If you’re up to it, you also simply open up the almighty “about:config” and tinker with the following settings (some of which aren’t available in the browser UI):
- network.cookie.cookieBehavior with values:
- “0”: allow all cookies (default)
- “1”: don’t allow 3rd party cookies
- “2”: don’t allow any cookies
- network.cookie.thirdparty.lifetimePolicy with values:
- “0”: keep cookies for as long as the server asks
- “1”: ask the user on each and every cookie set (try it out if only for fun, you’d be surprise how much cookies are set)
- “2”: cookie gets deleted when you close your browser (i.e. at the end of the session)
- “3”: cookies have a lifetime as defined in the “network.cookie.lifetime.days ” preference
- network.cookie.thirdparty.sessionOnly: set to “true” or “false”
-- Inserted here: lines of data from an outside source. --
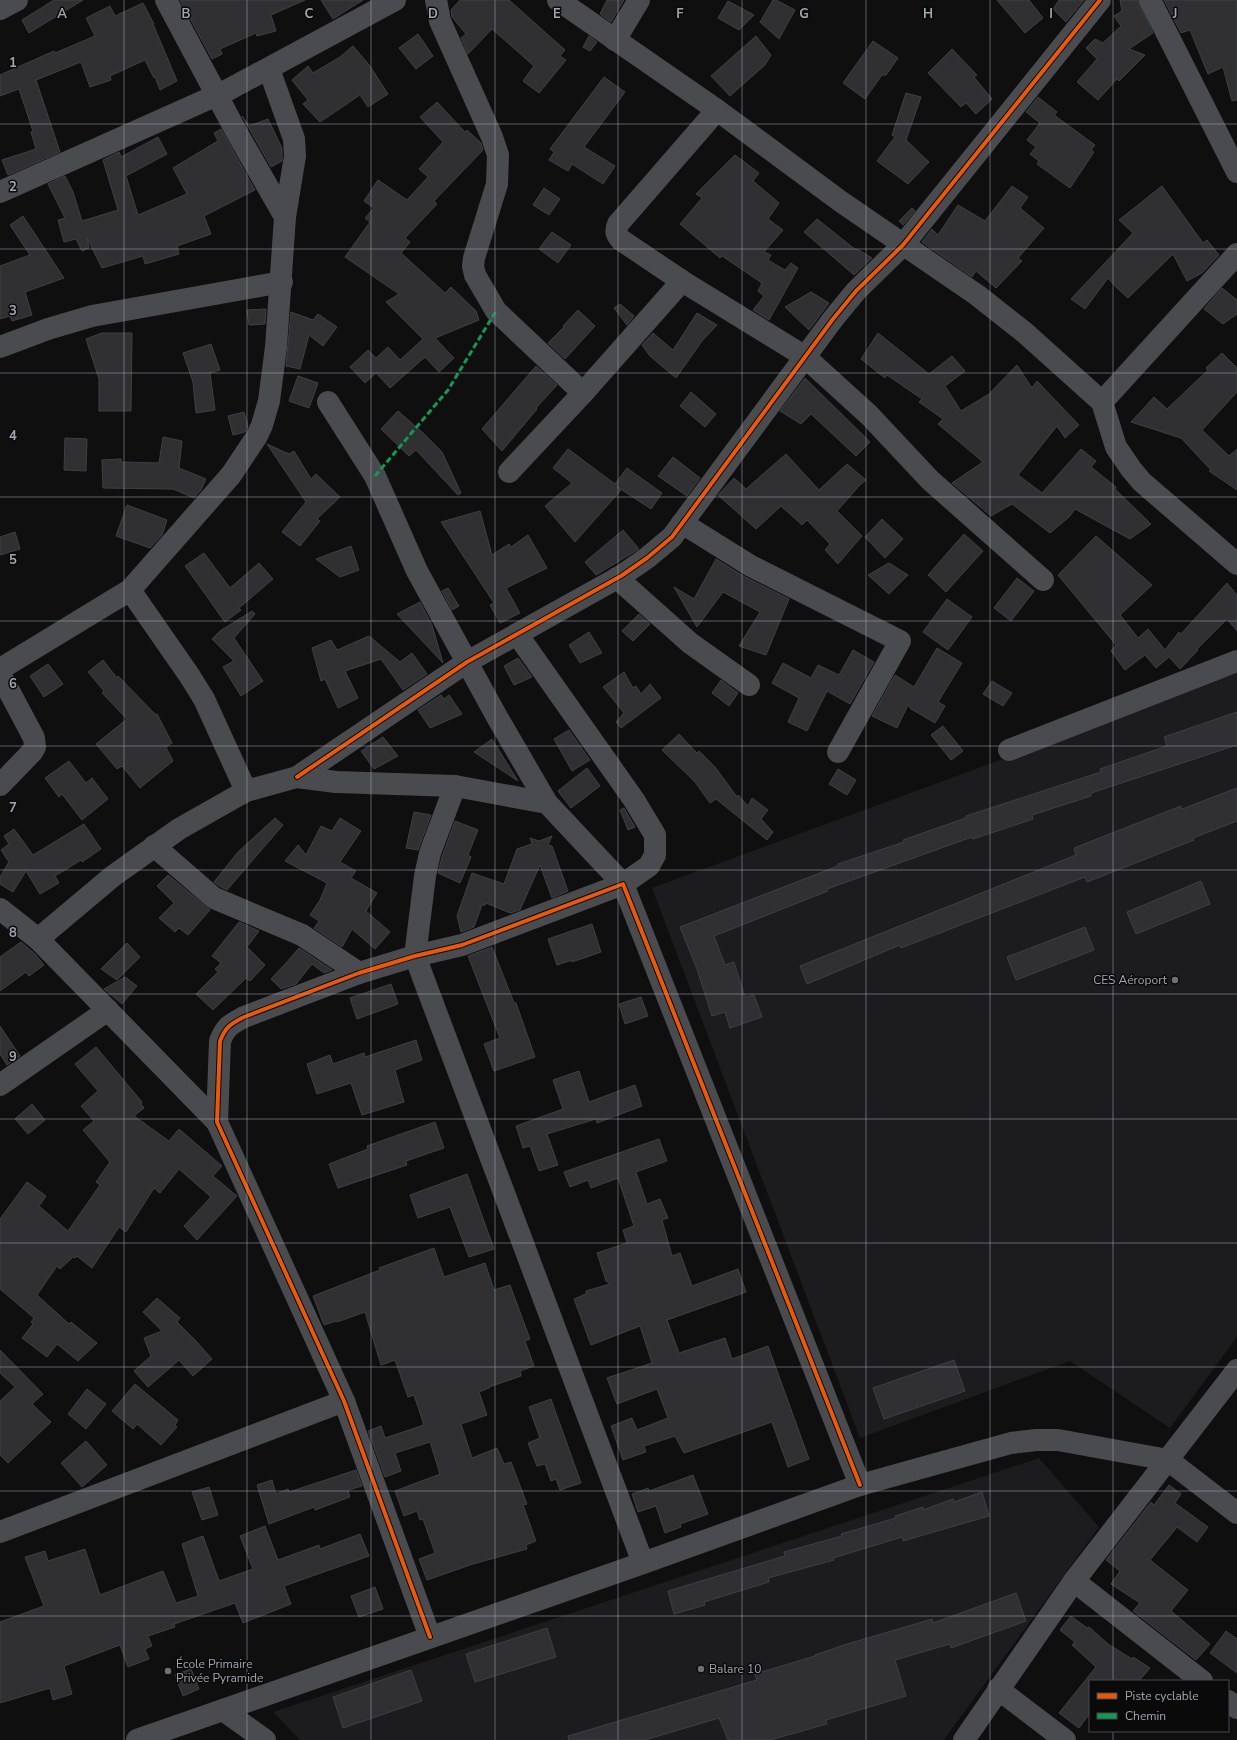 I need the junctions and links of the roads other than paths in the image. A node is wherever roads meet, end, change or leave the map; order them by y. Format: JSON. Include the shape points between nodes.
{"nodes":[{"id":1,"x":166,"y":0,"type":"edge"},
{"id":2,"x":395,"y":0,"type":"edge"},
{"id":3,"x":436,"y":0,"type":"edge"},
{"id":4,"x":558,"y":0,"type":"edge"},
{"id":5,"x":639,"y":0,"type":"edge"},
{"id":6,"x":1100,"y":0,"type":"edge"},
{"id":7,"x":1150,"y":0,"type":"edge"},
{"id":8,"x":615,"y":40,"type":"junction"},
{"id":9,"x":269,"y":69,"type":"junction"},
{"id":10,"x":217,"y":94,"type":"junction"},
{"id":11,"x":717,"y":110,"type":"junction"},
{"id":12,"x":1236,"y":164,"type":"edge"},
{"id":13,"x":0,"y":192,"type":"edge"},
{"id":14,"x":285,"y":217,"type":"junction"},
{"id":15,"x":903,"y":245,"type":"junction"},
{"id":16,"x":1237,"y":254,"type":"edge"},
{"id":17,"x":682,"y":281,"type":"junction"},
{"id":18,"x":282,"y":282,"type":"junction"},
{"id":19,"x":0,"y":347,"type":"edge"},
{"id":20,"x":804,"y":356,"type":"junction"},
{"id":21,"x":583,"y":393,"type":"junction"},
{"id":22,"x":328,"y":402,"type":"dead end"},
{"id":23,"x":1102,"y":402,"type":"junction"},
{"id":24,"x":509,"y":472,"type":"dead end"},
{"id":25,"x":682,"y":523,"type":"junction"},
{"id":26,"x":1237,"y":564,"type":"edge"},
{"id":27,"x":617,"y":578,"type":"junction"},
{"id":28,"x":1043,"y":580,"type":"dead end"},
{"id":29,"x":130,"y":590,"type":"junction"},
{"id":30,"x":517,"y":634,"type":"junction"},
{"id":31,"x":1237,"y":661,"type":"edge"},
{"id":32,"x":466,"y":662,"type":"junction"},
{"id":33,"x":0,"y":669,"type":"edge"},
{"id":34,"x":0,"y":674,"type":"edge"},
{"id":35,"x":749,"y":685,"type":"dead end"},
{"id":36,"x":1009,"y":750,"type":"dead end"},
{"id":37,"x":838,"y":752,"type":"dead end"},
{"id":38,"x":297,"y":777,"type":"junction"},
{"id":39,"x":0,"y":785,"type":"edge"},
{"id":40,"x":455,"y":786,"type":"junction"},
{"id":41,"x":246,"y":791,"type":"junction"},
{"id":42,"x":547,"y":803,"type":"junction"},
{"id":43,"x":154,"y":846,"type":"junction"},
{"id":44,"x":623,"y":884,"type":"junction"},
{"id":45,"x":0,"y":909,"type":"edge"},
{"id":46,"x":38,"y":939,"type":"junction"},
{"id":47,"x":415,"y":956,"type":"junction"},
{"id":48,"x":358,"y":973,"type":"junction"},
{"id":49,"x":108,"y":1010,"type":"junction"},
{"id":50,"x":0,"y":1086,"type":"edge"},
{"id":51,"x":217,"y":1122,"type":"junction"},
{"id":52,"x":1237,"y":1370,"type":"edge"},
{"id":53,"x":344,"y":1401,"type":"junction"},
{"id":54,"x":1168,"y":1460,"type":"junction"},
{"id":55,"x":860,"y":1485,"type":"junction"},
{"id":56,"x":1237,"y":1512,"type":"edge"},
{"id":57,"x":0,"y":1532,"type":"edge"},
{"id":58,"x":643,"y":1563,"type":"junction"},
{"id":59,"x":1074,"y":1581,"type":"junction"},
{"id":60,"x":430,"y":1637,"type":"junction"},
{"id":61,"x":1201,"y":1680,"type":"edge"},
{"id":62,"x":998,"y":1689,"type":"junction"},
{"id":63,"x":1229,"y":1702,"type":"edge"},
{"id":64,"x":1237,"y":1708,"type":"edge"},
{"id":65,"x":223,"y":1710,"type":"junction"},
{"id":66,"x":137,"y":1740,"type":"edge"},
{"id":67,"x":266,"y":1740,"type":"edge"},
{"id":68,"x":964,"y":1740,"type":"edge"},
{"id":69,"x":1064,"y":1740,"type":"edge"}],
"edges":[{"from":1,"to":10,"type":"street"},
{"from":2,"to":9,"type":"street"},
{"from":3,"to":21,"type":"street","via":[[440,21],[498,155],[497,184],[474,258],[475,275],[496,311]]},
{"from":4,"to":8,"type":"street"},
{"from":5,"to":8,"type":"street"},
{"from":6,"to":15,"type":"street"},
{"from":7,"to":12,"type":"street"},
{"from":8,"to":11,"type":"street"},
{"from":9,"to":10,"type":"street"},
{"from":9,"to":14,"type":"street","via":[[294,139],[295,156]]},
{"from":10,"to":13,"type":"street"},
{"from":10,"to":14,"type":"street","via":[[236,133]]},
{"from":11,"to":15,"type":"street"},
{"from":11,"to":17,"type":"street","via":[[618,224],[616,230],[621,240]]},
{"from":14,"to":18,"type":"street"},
{"from":15,"to":20,"type":"street","via":[[856,290]]},
{"from":15,"to":23,"type":"street","via":[[976,295],[1024,332]]},
{"from":16,"to":23,"type":"street"},
{"from":17,"to":20,"type":"street"},
{"from":17,"to":21,"type":"street"},
{"from":18,"to":19,"type":"street","via":[[92,316]]},
{"from":18,"to":29,"type":"street","via":[[268,401],[258,436],[231,475]]},
{"from":20,"to":25,"type":"street"},
{"from":20,"to":28,"type":"street","via":[[869,415],[930,480]]},
{"from":21,"to":24,"type":"street"},
{"from":22,"to":32,"type":"street","via":[[375,476],[414,565]]},
{"from":23,"to":26,"type":"street","via":[[1116,448],[1131,469],[1142,482]]},
{"from":25,"to":27,"type":"street","via":[[667,541],[647,558]]},
{"from":25,"to":37,"type":"street","via":[[751,566],[900,641]]},
{"from":27,"to":30,"type":"street"},
{"from":27,"to":35,"type":"street","via":[[690,643]]},
{"from":29,"to":33,"type":"street"},
{"from":29,"to":41,"type":"street","via":[[204,699]]},
{"from":30,"to":32,"type":"street"},
{"from":30,"to":44,"type":"street","via":[[634,800],[655,835],[655,854],[649,866]]},
{"from":31,"to":36,"type":"street"},
{"from":32,"to":38,"type":"street"},
{"from":32,"to":42,"type":"street"},
{"from":34,"to":39,"type":"street","via":[[35,743],[32,752]]},
{"from":38,"to":40,"type":"street","via":[[336,782]]},
{"from":38,"to":41,"type":"street"},
{"from":40,"to":42,"type":"street"},
{"from":40,"to":47,"type":"street","via":[[430,852]]},
{"from":41,"to":43,"type":"street"},
{"from":42,"to":44,"type":"street"},
{"from":43,"to":46,"type":"street","via":[[113,876]]},
{"from":43,"to":48,"type":"street","via":[[214,898],[302,935]]},
{"from":44,"to":47,"type":"street","via":[[462,945]]},
{"from":44,"to":55,"type":"street"},
{"from":45,"to":46,"type":"street"},
{"from":46,"to":49,"type":"street"},
{"from":47,"to":48,"type":"street"},
{"from":47,"to":58,"type":"street"},
{"from":48,"to":51,"type":"street","via":[[244,1017],[224,1031],[220,1041]]},
{"from":49,"to":50,"type":"street"},
{"from":49,"to":51,"type":"street"},
{"from":51,"to":53,"type":"street"},
{"from":52,"to":54,"type":"street"},
{"from":53,"to":57,"type":"street"},
{"from":53,"to":60,"type":"street"},
{"from":54,"to":55,"type":"street","via":[[1058,1440],[1036,1440],[1012,1443]]},
{"from":54,"to":56,"type":"street"},
{"from":54,"to":59,"type":"street"},
{"from":55,"to":58,"type":"street"},
{"from":58,"to":60,"type":"street"},
{"from":59,"to":61,"type":"street"},
{"from":59,"to":62,"type":"street"},
{"from":60,"to":65,"type":"street"},
{"from":62,"to":68,"type":"street"},
{"from":62,"to":69,"type":"street"},
{"from":63,"to":64,"type":"street"},
{"from":65,"to":66,"type":"street"},
{"from":65,"to":67,"type":"street"}]}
- privacy.donottrackheader.enabled: set to “false” (default) or “true”, which gently asks sites not to track you
Setting “network.cookie.thirdparty.sessionOnly” to “true” is a low-impact change which should stop tracking-companies (think Media6degrees or Quantcast) from following you around the web.
If you want to stop Facebook, Google & Co to stop tracking you around the web as well, the above setting will not suffice. You should either log out of their sites as soon as you’ve done your business there or set “network.cookie.cookieBehavior” to “1” (which will break their “social widgets”). Or you can install Ghostery or NoScript, off course.